FIG. 3 shows an example of a pressure distribution of the nip portion provided when the heating roller 1 is pressed by a pad a pressing face of which is flat and which includes an elastic layer in a peripheral direction of the heating roller 1 and a pressure distribution of a comparative example. In a graph of FIG. 3, the ordinate designates a pressure and the abscissa designates a peripheral direction of the heating roller. The record medium 32 advances to the nip portion between the heating roller and the pressing member from the left side (side of writing the ordinate). An explanation will be given as follows by a left side of the distribution line as an inlet to the nip portion and a right side thereof as an outlet from the nip region. The nip width is a nip width in a direction of transporting the record medium 32.
A slender bold line indicates the comparative example and is an example of a pressure distribution provided by a constitution in which the outlet portion is pressed by a hard member to be locally deformed and a region from the inlet to a center portion is pressed by a pad having an elastic layer. The slender bold line is simply indicated for comparison. A broken line indicates a pressure distribution B provided when pressed by a pad B formed with a pad width sufficiently wider than the nip width. Assume that a similar pressure distribution is provided by assumedly using an infinite flat plate. A bold line indicates an example of a pressure distribution A provided by a pad A having a pad width narrower than the nip width provided when pressed by the pad B. Assume that pad A includes an elastic layer having a uniform distribution.
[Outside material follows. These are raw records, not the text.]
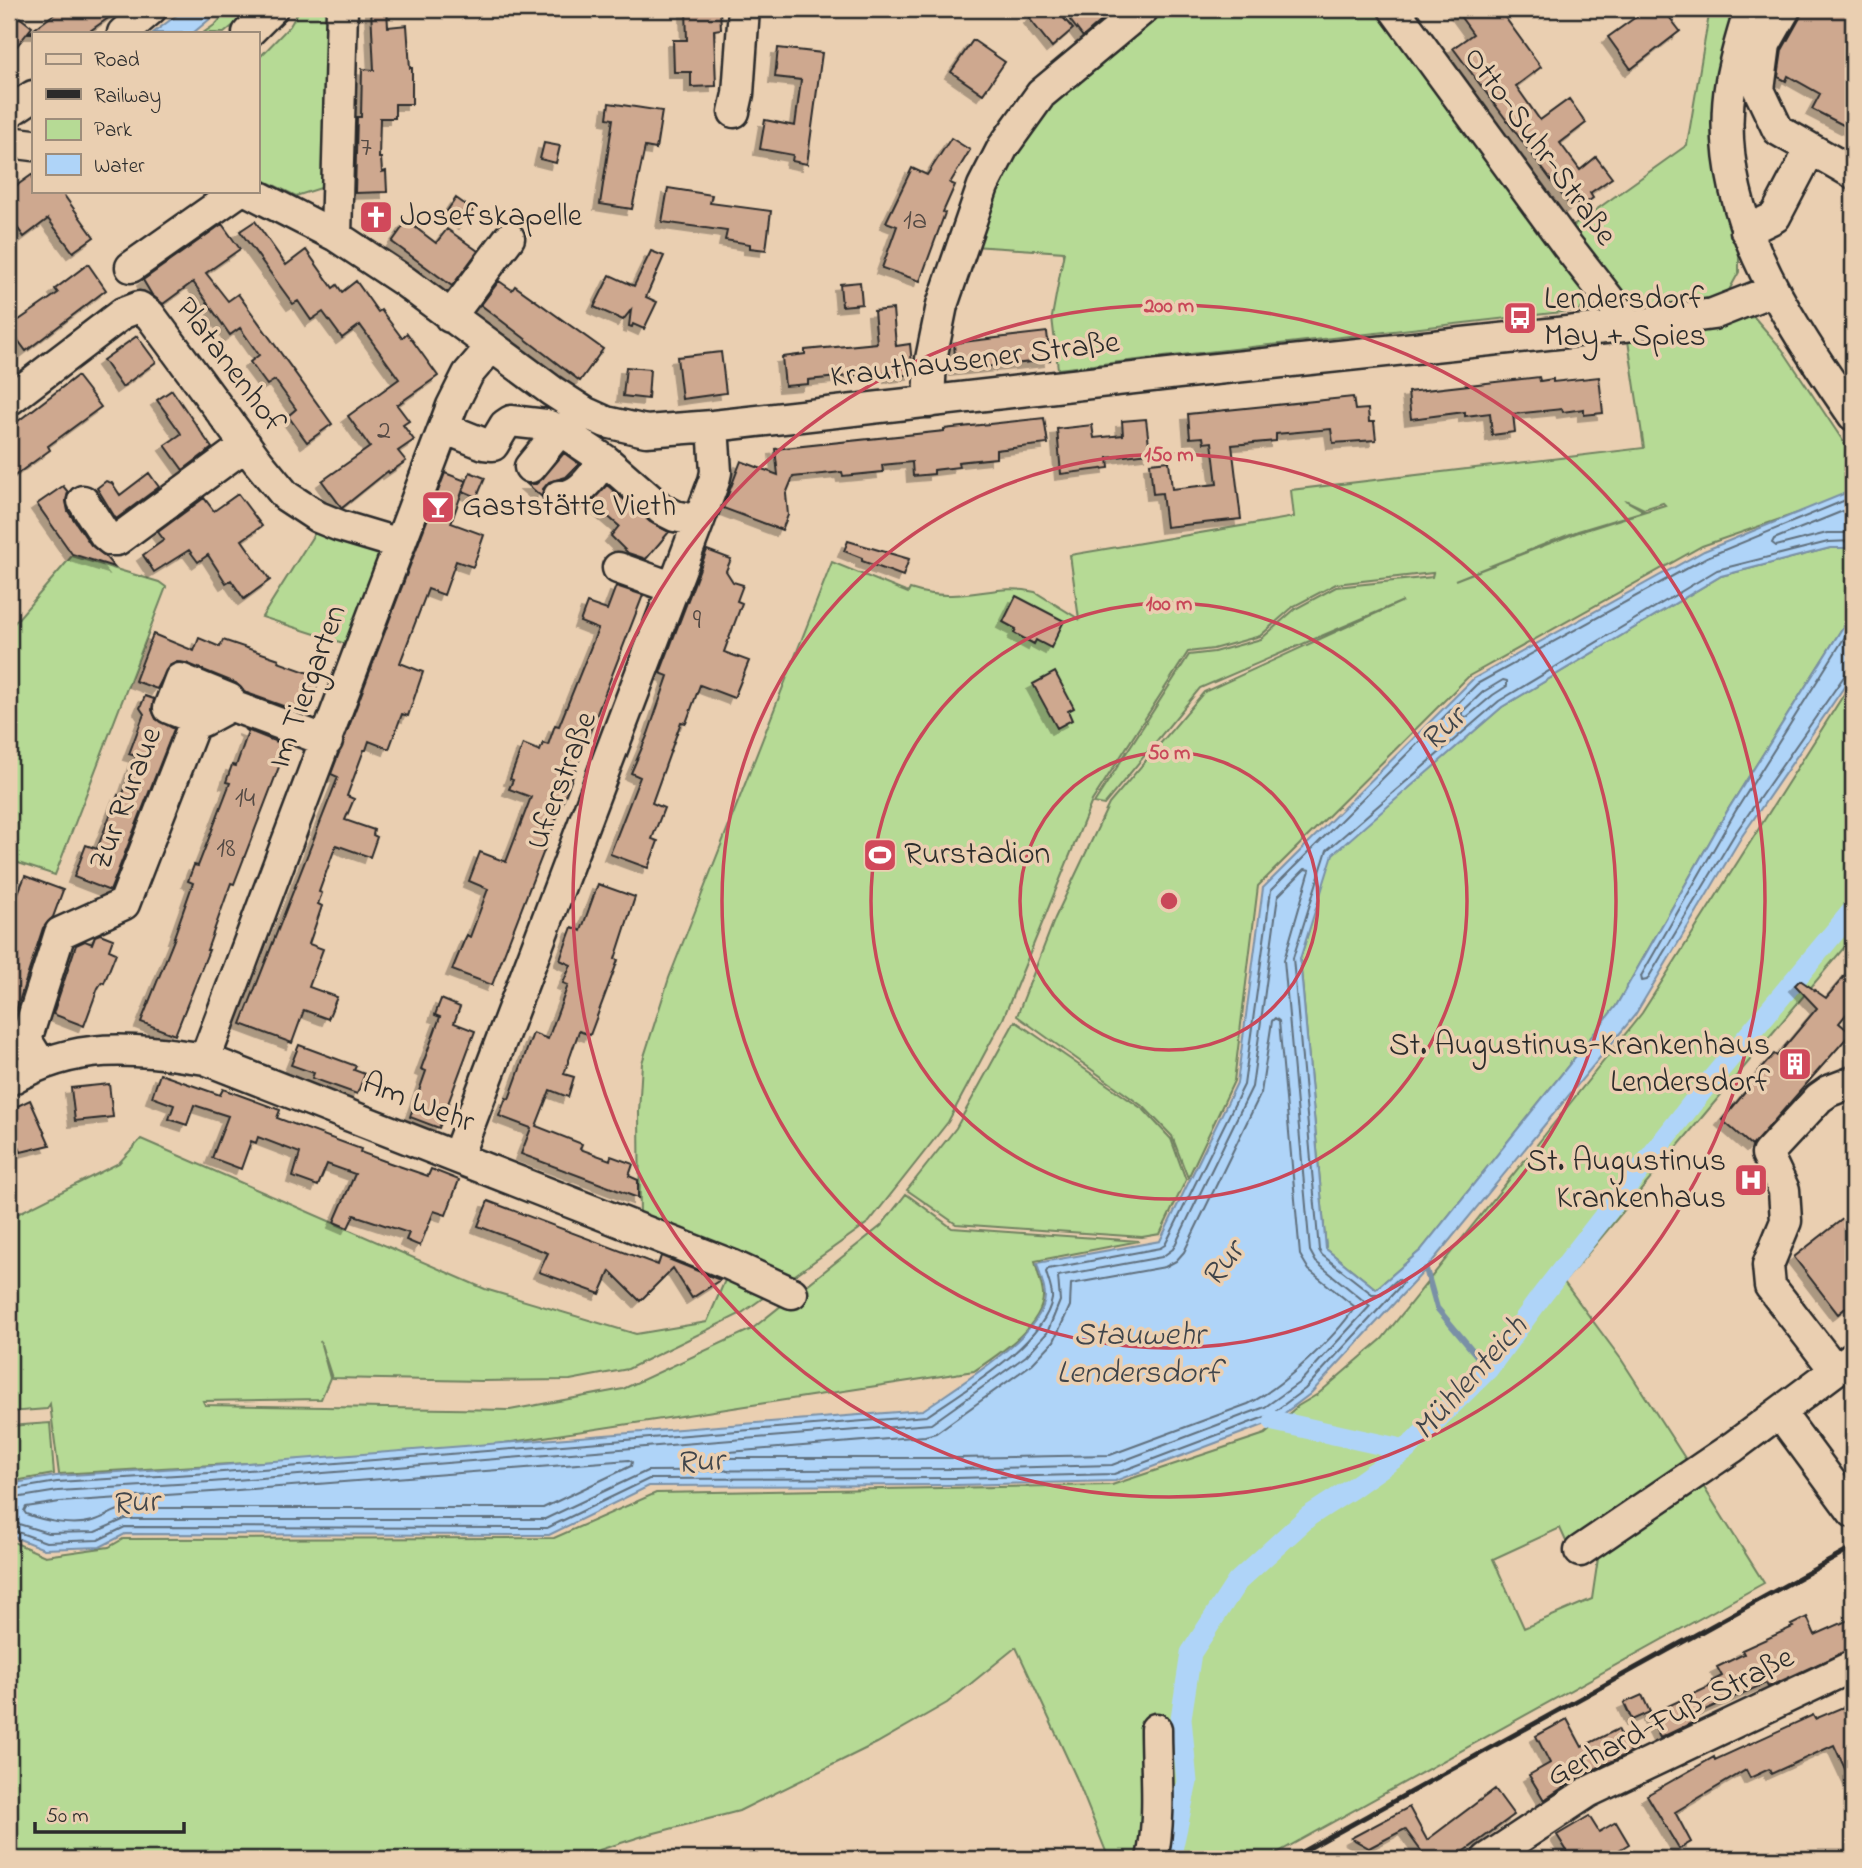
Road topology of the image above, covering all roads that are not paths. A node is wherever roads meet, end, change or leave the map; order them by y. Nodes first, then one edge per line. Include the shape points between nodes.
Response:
1 (151, 9) edge
2 (272, 9) edge
3 (342, 9) edge
4 (744, 9) edge
5 (1143, 9) edge
6 (1394, 9) edge
7 (1750, 9) edge
8 (1785, 9) edge
9 (124, 32) edge
10 (249, 32) edge
11 (32, 97) edge
12 (9, 112) edge
13 (734, 112) dead end
14 (1810, 150) junction
15 (1853, 173) edge
16 (238, 192) edge
17 (250, 192) edge
18 (1746, 231) junction
19 (336, 236) junction
20 (509, 238) dead end
21 (131, 267) dead end
22 (1774, 290) junction
23 (450, 317) junction
24 (1629, 325) junction
25 (491, 347) junction
26 (9, 400) edge
27 (929, 401) junction
28 (1853, 415) edge
29 (713, 426) junction
30 (444, 428) junction
31 (560, 430) junction
32 (246, 445) junction
33 (605, 460) junction
34 (530, 467) dead end
35 (559, 496) dead end
36 (83, 501) dead end
37 (699, 522) junction
38 (400, 544) junction
39 (618, 568) dead end
40 (674, 588) junction
41 (327, 741) junction
42 (205, 1059) junction
43 (41, 1064) junction
44 (9, 1080) edge
45 (1853, 1082) edge
46 (457, 1157) junction
47 (792, 1293) dead end
48 (1840, 1367) edge
49 (1780, 1413) junction
50 (1853, 1513) edge
51 (1580, 1551) dead end
52 (1853, 1666) edge
53 (1156, 1729) dead end
54 (1152, 1859) edge
55 (1487, 1859) edge

1 - 9 street
2 - 10 street
3 - 19 street
4 - 13 street
5 - 27 street via 1041,94 1003,147 983,186 942,305 931,359
6 - 24 street, Otto-Suhr-Straße
7 - 18 street via 1728,108 1733,188
8 - 14 street via 1765,44 1759,90 1778,130
11 - 12 street
14 - 15 street
14 - 18 street via 1775,217
16 - 21 street
17 - 19 street, Krauthausener Straße
18 - 22 street
19 - 23 street, Krauthausener Straße
20 - 23 street
22 - 24 street, Krauthausener Straße via 1713,314
22 - 28 street
23 - 25 street, Krauthausener Straße
24 - 27 street, Krauthausener Straße
25 - 29 street, Krauthausener Straße via 552,391 606,422 646,431
25 - 30 street, Im Tiergarten via 468,374
26 - 32 street, Platanenhof via 123,313 139,307 150,315
27 - 29 street, Krauthausener Straße
29 - 37 street, Uferstraße via 716,472
30 - 31 street via 493,445 511,421
30 - 38 street, Im Tiergarten
31 - 33 street
31 - 34 street
32 - 36 street via 117,540 105,535
32 - 38 street, Platanenhof via 286,496 318,517
33 - 35 street via 575,495
33 - 37 street via 661,509
37 - 40 street, Uferstraße
38 - 41 street, Im Tiergarten
39 - 40 street
40 - 46 street, Uferstraße
41 - 42 street, Im Tiergarten
41 - 43 street, Zur Ruraue via 205,696 124,904 60,933 26,1040
42 - 43 street, Am Wehr via 121,1049 75,1054
42 - 46 street, Am Wehr
43 - 44 street, Am Wehr
45 - 48 street via 1819,1098 1767,1154 1784,1190 1786,1221 1768,1265 1770,1286
46 - 47 street, Am Wehr
48 - 49 street
49 - 50 street
49 - 51 street
52 - 55 street, Gerhard-Fuß-Straße via 1588,1792
53 - 54 street via 1157,1811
For example, the pressure distribution by the pad A is a pressure distribution after adjusting the pad constitution in accordance with the flowchart of FIG. 2 by a constitution as in FIG. 1 or FIG. 4. As shown by FIG. 3, when a load value of the pad A is not changed from that of the pad B, the nip width is narrowed by narrowing the pad width, and a peak pressure A of the pressure distribution A becomes larger than a peak pressure B of the pressure distribution B. Further, a slope of a pressure at the outlet portion of the nip of the pressure distribution A becomes larger than that of the pressure distribution B. The slope of the pressure of the outlet portion of the nip of the pressure distribution A is substantially the same as a slope of a pressure at an outlet portion of the nip of the comparative example. Such a pressure distribution is operated to increase an amount of deforming the outlet portion of the nip of the elastic layer 3 of the heating roller 1 and increase an angle of projecting the record medium 32 in a direction of separating from the surface of the heating roller 1. That is, it seems that there is achieved an effect of promoting a characteristic of the record medium 32 of exfoliating from the heating roller 1 by increasing a space between the toner image after having been fixing adhered to the surface of the record medium 32 and the surface of the heating roller 1 immediately after projecting a front end of the record medium 32 from the outlet portion of the nip region. That is, this is a curvature exfoliating operation utilizing a rigidity of the record medium 32.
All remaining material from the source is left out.